A widzisz! Piekielne tematy, owszem są w orbicie zainteresowań ale ogólnie rzecz biorąc - fotografia. Fotografia - Pany! Spójrzmy na inne sztuki. Pisarz, rzeźbiarz, muzyk, malarz - ma całe multum czasu by stworzyć dzieło. W miedzy czasie może się ożenić, nachlać, pójść na wojnę, dokończyć interes, pozmywać, zbudować dom, wywołać wojnę.... a fotograf??? Ma całe pół sekundy by stworzyć dzieło.

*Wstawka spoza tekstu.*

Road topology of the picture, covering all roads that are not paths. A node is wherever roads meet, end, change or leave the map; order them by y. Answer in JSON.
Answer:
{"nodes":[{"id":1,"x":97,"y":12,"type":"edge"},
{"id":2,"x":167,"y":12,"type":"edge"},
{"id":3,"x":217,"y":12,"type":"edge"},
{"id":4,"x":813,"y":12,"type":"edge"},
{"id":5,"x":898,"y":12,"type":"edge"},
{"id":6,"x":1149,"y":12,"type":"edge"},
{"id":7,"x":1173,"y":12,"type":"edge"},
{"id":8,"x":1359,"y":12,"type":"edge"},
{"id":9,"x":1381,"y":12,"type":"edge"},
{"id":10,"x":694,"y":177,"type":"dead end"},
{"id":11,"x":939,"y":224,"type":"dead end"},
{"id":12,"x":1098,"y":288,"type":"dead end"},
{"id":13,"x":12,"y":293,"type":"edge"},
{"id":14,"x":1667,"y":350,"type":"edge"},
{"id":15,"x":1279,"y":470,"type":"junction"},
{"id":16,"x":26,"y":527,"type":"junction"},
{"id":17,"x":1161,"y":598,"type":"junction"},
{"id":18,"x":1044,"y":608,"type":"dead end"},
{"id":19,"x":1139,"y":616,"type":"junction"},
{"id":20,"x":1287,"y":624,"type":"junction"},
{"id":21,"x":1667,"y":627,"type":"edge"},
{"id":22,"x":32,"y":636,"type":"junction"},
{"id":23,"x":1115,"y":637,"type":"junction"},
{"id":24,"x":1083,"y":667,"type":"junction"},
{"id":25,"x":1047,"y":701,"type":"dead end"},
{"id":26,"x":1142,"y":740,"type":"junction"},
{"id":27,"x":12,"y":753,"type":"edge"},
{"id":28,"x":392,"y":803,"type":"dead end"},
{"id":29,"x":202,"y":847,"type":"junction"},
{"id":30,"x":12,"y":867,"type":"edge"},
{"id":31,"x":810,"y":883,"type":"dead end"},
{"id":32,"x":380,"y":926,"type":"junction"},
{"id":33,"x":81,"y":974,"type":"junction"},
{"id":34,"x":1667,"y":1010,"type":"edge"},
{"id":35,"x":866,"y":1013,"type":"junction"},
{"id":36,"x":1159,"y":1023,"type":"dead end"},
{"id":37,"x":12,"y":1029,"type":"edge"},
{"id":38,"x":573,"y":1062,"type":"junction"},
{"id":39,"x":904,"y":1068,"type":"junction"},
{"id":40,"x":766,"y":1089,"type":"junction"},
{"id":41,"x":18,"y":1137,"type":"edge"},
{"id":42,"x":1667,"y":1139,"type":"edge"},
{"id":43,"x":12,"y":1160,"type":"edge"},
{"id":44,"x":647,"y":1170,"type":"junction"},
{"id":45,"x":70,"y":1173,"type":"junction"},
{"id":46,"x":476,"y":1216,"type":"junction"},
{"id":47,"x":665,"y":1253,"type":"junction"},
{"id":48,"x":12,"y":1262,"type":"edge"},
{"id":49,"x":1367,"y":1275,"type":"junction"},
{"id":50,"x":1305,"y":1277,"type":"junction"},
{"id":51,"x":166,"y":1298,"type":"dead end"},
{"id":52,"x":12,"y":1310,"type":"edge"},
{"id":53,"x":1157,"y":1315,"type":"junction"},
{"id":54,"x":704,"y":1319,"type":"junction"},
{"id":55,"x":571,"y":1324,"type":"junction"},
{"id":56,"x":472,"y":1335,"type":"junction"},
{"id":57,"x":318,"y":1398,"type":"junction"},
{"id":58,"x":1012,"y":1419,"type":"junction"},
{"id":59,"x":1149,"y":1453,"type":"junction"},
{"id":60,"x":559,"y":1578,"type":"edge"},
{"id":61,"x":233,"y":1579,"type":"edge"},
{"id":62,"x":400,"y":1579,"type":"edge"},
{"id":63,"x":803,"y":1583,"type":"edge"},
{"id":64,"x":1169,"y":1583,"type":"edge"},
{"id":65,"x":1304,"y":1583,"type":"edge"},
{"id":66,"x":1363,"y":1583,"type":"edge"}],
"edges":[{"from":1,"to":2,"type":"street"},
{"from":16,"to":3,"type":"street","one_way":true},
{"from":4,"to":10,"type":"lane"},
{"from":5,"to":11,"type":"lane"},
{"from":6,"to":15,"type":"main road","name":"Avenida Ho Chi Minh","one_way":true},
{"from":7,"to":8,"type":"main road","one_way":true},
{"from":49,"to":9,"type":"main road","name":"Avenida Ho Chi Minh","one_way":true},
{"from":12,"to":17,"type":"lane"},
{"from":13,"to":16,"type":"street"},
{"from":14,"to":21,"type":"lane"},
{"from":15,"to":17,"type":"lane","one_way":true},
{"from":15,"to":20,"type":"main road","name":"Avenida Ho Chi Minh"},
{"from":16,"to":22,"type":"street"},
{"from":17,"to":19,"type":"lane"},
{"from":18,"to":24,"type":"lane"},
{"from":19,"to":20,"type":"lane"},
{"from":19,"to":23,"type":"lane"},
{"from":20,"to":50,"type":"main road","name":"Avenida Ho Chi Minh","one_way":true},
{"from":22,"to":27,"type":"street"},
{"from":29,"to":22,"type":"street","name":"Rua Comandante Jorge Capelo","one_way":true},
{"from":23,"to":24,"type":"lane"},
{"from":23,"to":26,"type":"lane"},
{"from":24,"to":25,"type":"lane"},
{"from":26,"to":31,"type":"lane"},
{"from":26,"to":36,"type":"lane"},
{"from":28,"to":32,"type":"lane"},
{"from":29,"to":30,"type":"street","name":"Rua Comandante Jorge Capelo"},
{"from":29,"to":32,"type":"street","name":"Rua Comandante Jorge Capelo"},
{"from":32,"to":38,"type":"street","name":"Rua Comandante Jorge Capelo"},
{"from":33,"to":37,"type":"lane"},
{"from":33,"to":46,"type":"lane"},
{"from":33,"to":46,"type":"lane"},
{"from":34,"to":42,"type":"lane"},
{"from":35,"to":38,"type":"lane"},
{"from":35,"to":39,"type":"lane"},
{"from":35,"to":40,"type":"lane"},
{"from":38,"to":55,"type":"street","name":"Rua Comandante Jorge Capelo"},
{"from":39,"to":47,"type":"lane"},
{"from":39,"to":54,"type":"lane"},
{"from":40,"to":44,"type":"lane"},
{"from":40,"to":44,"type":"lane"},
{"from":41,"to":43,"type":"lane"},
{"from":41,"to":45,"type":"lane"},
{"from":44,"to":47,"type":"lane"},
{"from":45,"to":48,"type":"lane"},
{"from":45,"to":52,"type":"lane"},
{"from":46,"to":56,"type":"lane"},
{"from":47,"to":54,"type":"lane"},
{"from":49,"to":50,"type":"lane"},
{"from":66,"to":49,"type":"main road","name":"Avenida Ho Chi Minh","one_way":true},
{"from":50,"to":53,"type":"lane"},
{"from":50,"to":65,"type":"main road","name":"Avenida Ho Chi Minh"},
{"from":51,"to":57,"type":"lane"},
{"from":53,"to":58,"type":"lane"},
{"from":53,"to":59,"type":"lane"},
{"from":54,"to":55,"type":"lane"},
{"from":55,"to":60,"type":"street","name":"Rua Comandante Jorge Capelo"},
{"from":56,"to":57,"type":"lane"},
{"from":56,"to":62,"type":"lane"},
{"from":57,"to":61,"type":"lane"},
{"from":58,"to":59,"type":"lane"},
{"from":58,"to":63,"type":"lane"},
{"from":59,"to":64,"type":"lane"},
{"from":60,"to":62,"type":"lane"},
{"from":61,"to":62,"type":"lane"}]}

Mała nieuwaga i... pozamiatane. Dlatego fotografia. Tylko fotografia. Potem długo, długo nic.
:))) Tutaj ostrość nakierowałam na środek kadru, a efekt mgławicy, to rozmycie pierwszego planu, czyli powierzchni dmuchawca :) Wszystkie zdjęcia to efekt pierwszego, jak dotąd, mojego spotkania twarzą w twarz z kozibrodem. Więc tym bardziej się cieszę, Wam się spodobało :))) Marek, w sumie, to ja też nie wiem, co mi płynie. Chłopska + robotnicza krew, olej napędowy i nie wiadomo, co jeszcze, to jakaś wybuchowa mieszaka może być ;) Ale że Ty się tutaj zatrzymałeś, to się zdziwiłam mocno, bo przecież to takie dalekie od piekielnych klimaty!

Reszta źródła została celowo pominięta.